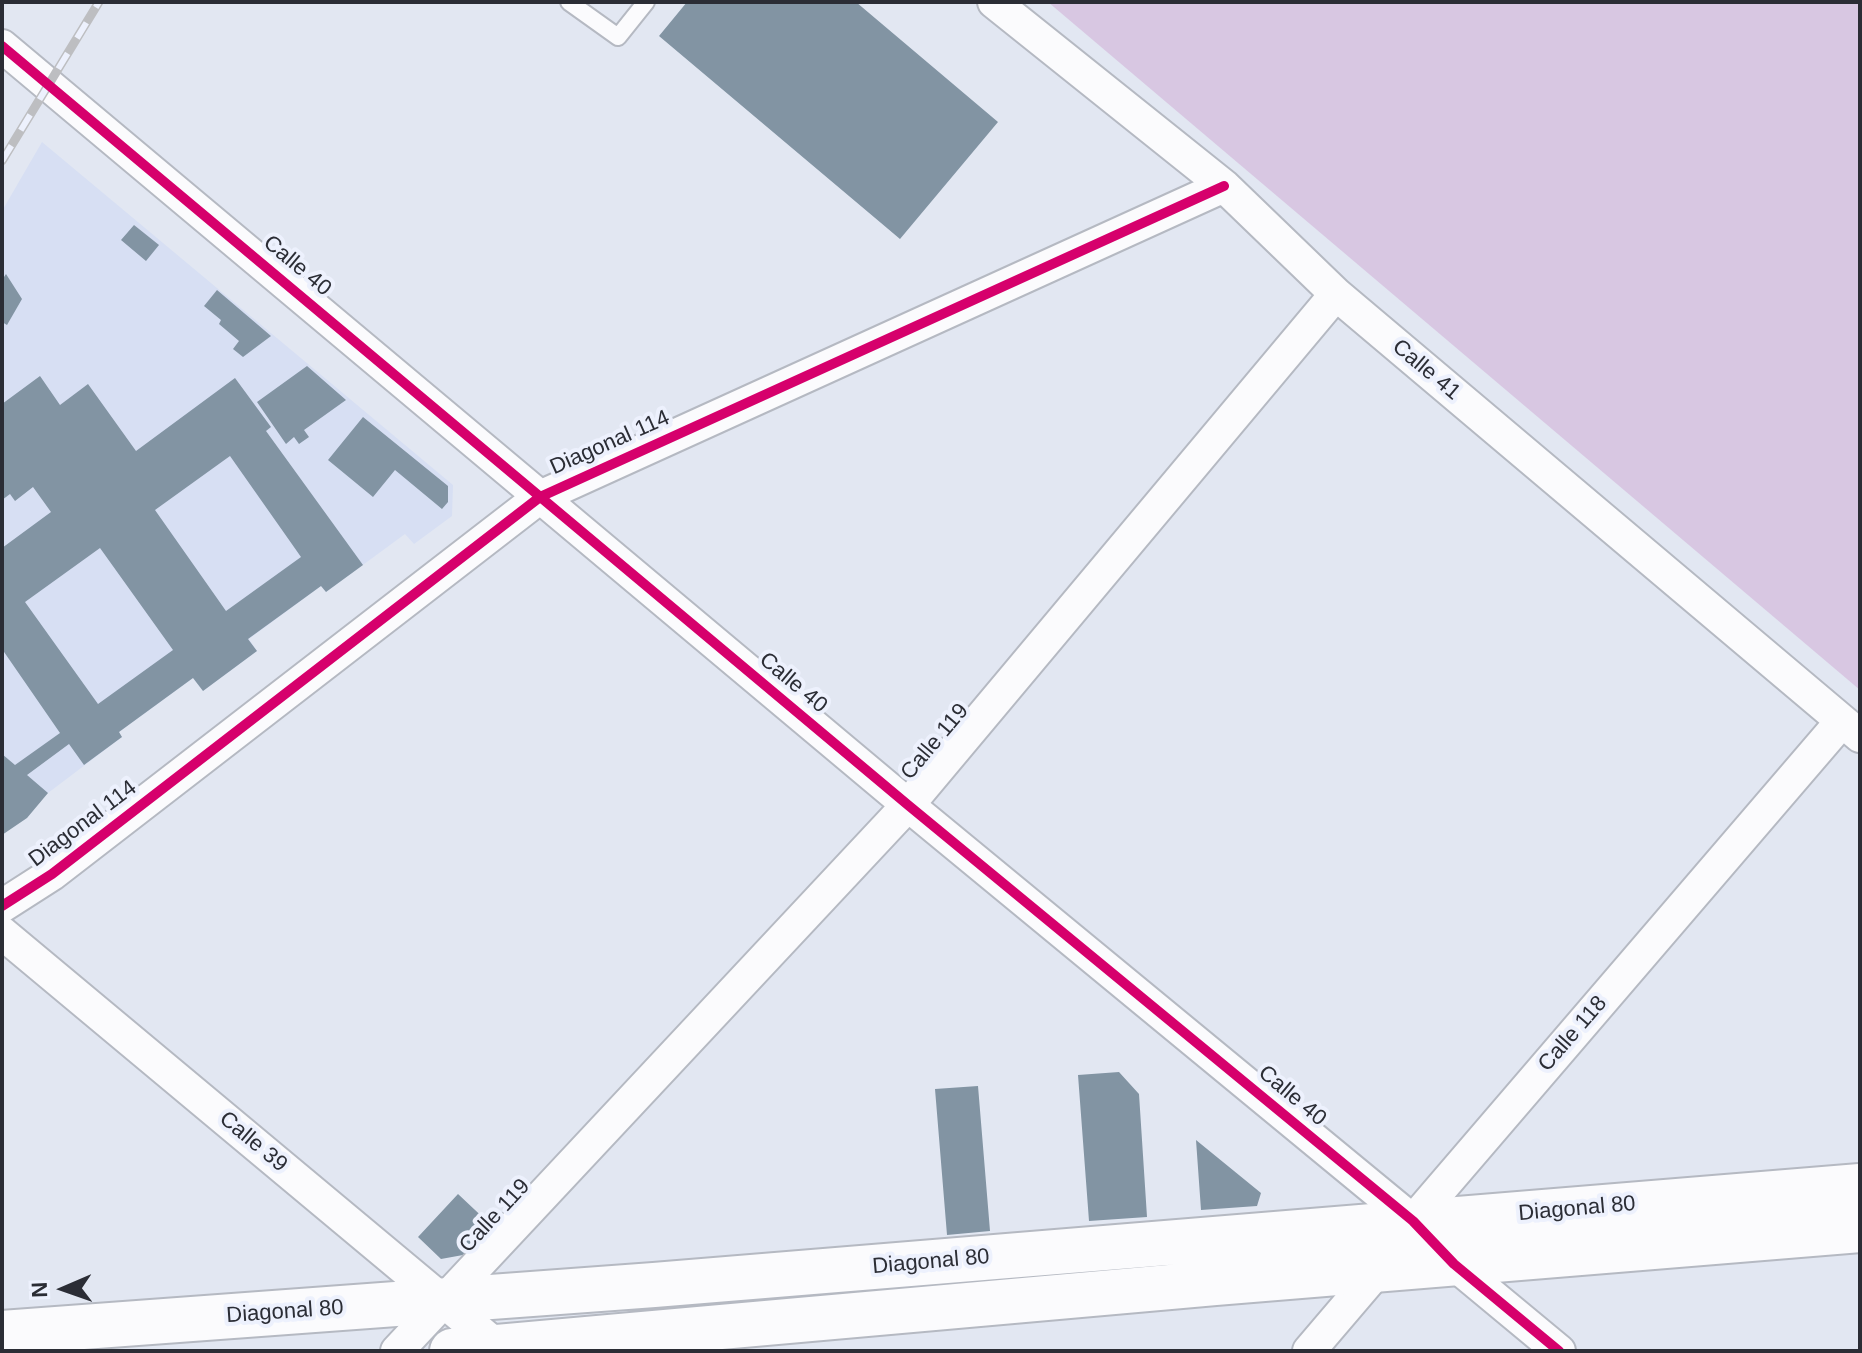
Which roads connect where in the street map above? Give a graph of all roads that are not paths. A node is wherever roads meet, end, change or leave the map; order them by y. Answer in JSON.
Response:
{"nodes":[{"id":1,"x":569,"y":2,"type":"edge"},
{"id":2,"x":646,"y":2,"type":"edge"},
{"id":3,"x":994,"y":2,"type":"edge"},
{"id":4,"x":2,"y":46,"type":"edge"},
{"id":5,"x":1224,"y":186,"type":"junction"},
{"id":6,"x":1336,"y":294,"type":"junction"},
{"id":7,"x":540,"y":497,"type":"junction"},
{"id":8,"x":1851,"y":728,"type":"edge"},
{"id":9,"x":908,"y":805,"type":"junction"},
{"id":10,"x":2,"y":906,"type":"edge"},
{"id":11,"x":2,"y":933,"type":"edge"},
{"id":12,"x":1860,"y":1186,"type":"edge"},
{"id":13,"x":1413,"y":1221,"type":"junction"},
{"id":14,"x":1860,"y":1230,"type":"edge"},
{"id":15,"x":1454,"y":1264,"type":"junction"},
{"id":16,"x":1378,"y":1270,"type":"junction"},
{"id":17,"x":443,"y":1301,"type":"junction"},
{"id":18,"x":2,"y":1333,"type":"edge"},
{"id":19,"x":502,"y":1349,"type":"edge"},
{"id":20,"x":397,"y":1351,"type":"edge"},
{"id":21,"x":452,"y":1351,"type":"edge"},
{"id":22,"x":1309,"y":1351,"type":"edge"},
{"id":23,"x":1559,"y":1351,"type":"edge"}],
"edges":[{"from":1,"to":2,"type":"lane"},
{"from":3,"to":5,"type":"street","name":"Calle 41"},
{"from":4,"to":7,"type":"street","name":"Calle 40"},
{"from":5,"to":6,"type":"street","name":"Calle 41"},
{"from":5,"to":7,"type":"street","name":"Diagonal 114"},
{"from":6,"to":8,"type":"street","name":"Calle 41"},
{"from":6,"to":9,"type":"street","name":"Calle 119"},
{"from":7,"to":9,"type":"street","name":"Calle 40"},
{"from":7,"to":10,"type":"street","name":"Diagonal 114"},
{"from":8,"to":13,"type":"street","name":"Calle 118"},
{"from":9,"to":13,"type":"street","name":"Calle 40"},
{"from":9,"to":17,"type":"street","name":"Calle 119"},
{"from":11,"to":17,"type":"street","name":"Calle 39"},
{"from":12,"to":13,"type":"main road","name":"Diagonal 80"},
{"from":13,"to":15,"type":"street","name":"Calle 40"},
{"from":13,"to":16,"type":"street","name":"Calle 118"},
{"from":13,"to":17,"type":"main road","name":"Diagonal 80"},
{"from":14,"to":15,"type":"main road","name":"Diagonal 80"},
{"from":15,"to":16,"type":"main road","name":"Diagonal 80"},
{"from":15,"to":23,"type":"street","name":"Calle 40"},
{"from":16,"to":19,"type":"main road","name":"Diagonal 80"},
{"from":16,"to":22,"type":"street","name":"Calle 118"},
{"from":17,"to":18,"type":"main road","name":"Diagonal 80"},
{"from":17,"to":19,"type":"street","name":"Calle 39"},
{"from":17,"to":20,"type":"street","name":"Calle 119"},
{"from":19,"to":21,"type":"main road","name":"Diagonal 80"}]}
---
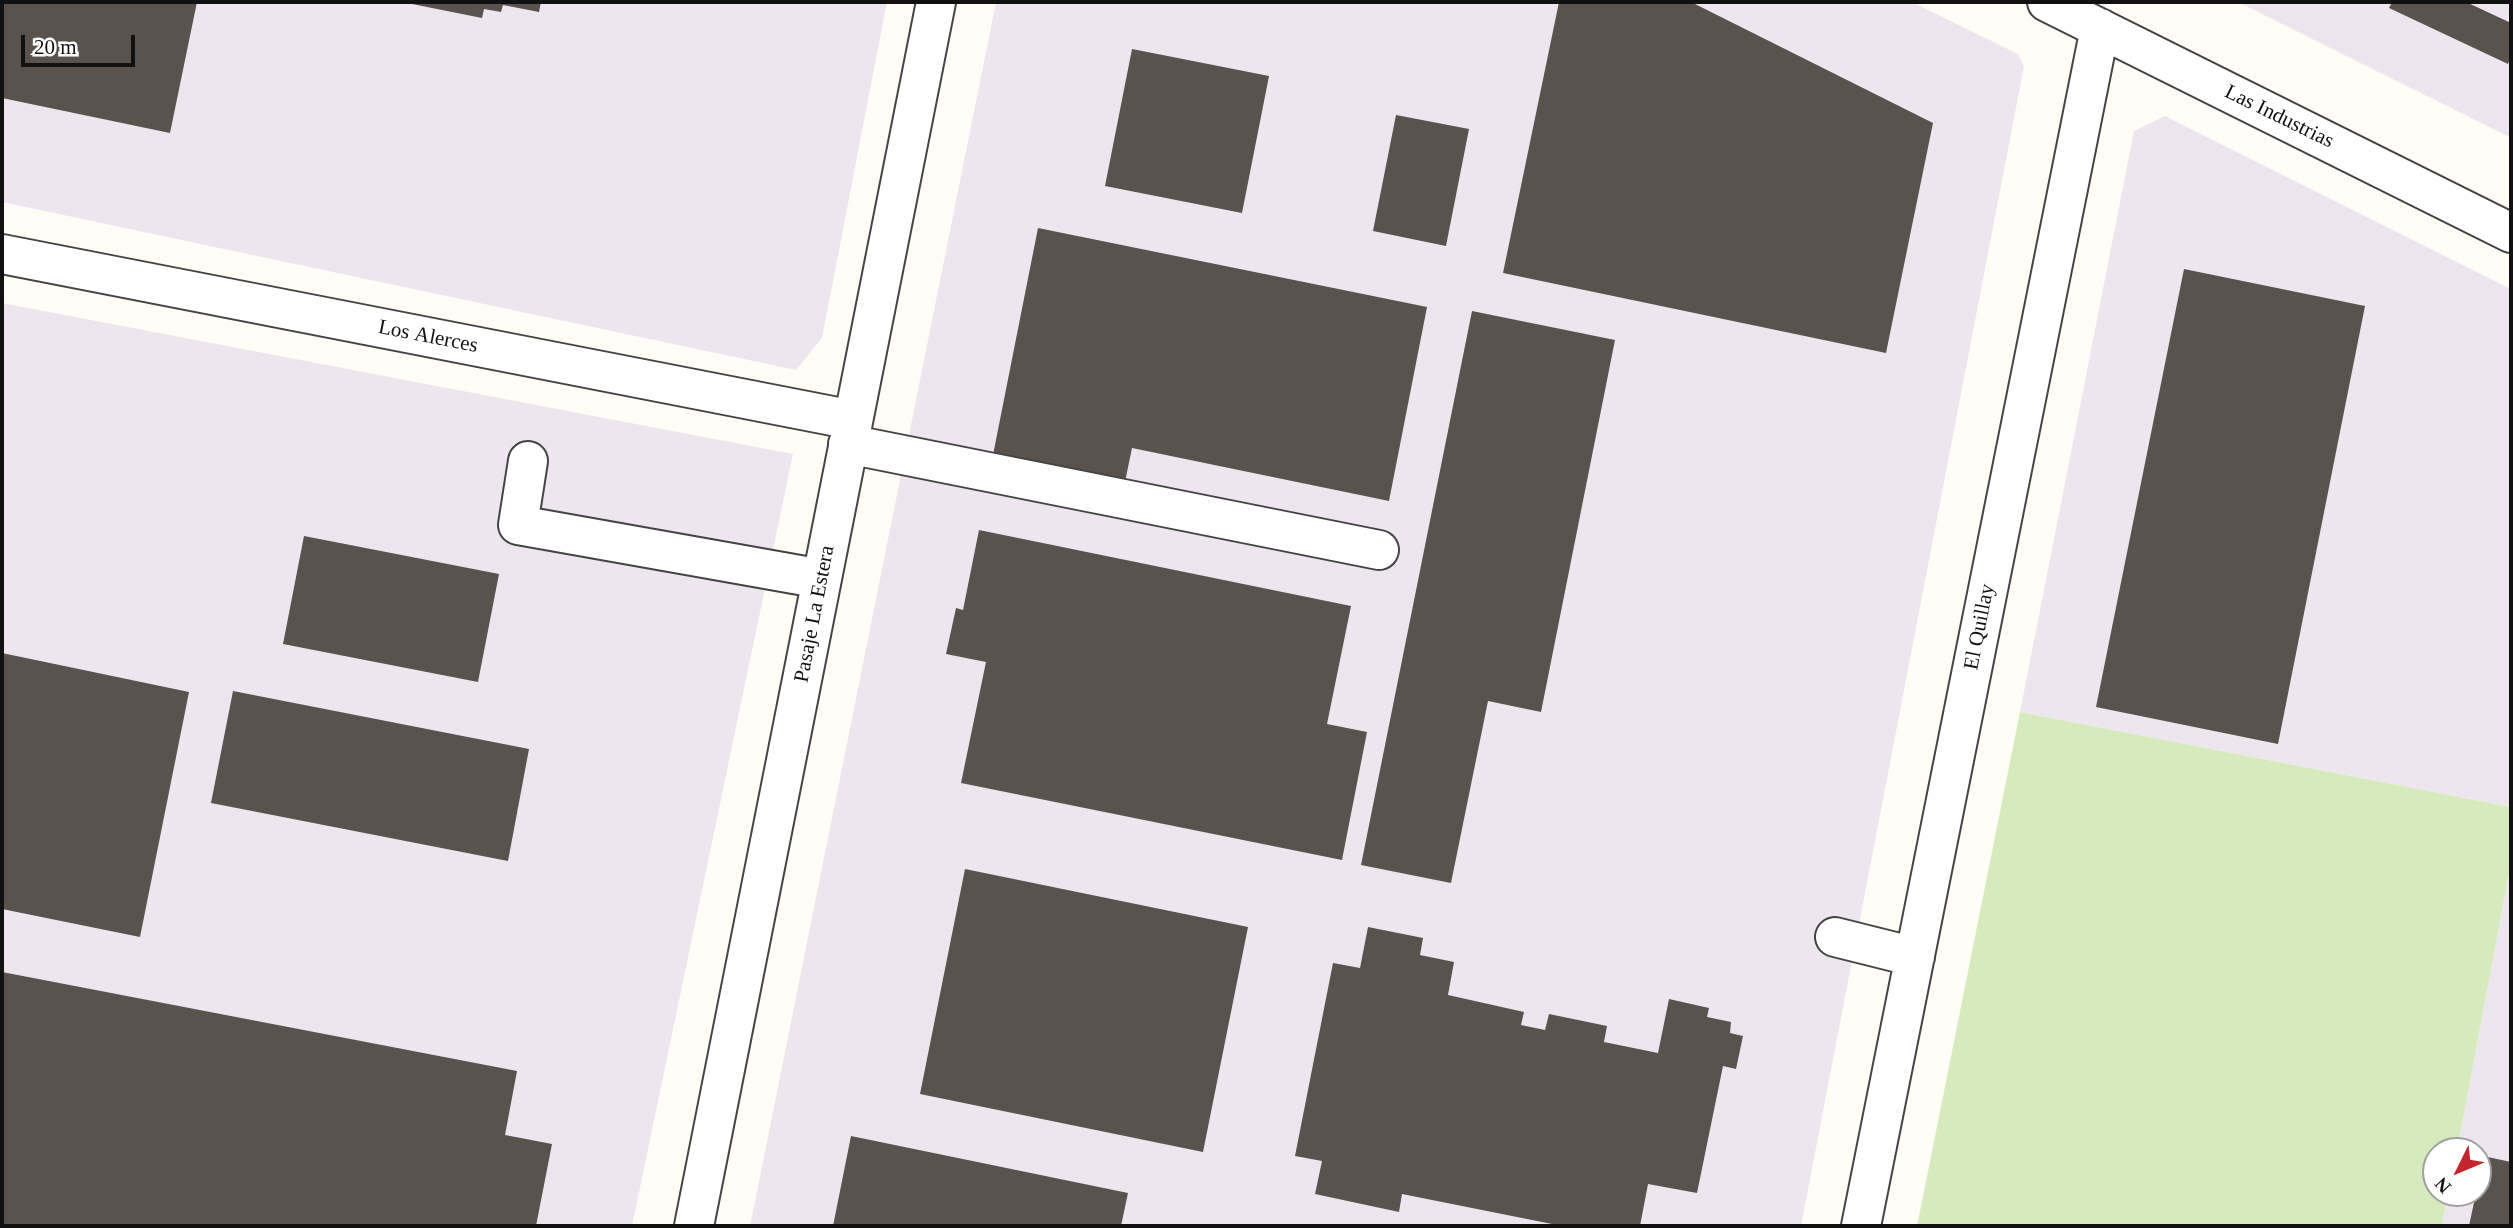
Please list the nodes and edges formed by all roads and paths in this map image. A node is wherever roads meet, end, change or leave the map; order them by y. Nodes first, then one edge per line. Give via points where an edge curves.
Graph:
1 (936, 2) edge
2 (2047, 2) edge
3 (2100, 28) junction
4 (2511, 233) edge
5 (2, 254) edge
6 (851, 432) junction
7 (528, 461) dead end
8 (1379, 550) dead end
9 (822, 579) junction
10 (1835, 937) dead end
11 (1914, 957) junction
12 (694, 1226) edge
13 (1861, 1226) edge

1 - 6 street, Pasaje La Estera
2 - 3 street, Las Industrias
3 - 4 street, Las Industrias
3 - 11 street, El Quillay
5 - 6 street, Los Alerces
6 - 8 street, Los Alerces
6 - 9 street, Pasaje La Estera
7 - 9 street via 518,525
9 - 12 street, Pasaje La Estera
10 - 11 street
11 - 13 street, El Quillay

• [Exercise goal] In the listing, return each line containing the string "them".

• [Response to the exercise]
Which roads connect where in the street map above? Give a graph of all roads that are not paths. A node is wherever roads meet, end, change or leave the map; order them by y. Answer in JSON.
Please list the nodes and edges formed by all roads and paths in this map image. A node is wherever roads meet, end, change or leave the map; order them by y. Nodes first, then one edge per line. Give via points where an edge curves.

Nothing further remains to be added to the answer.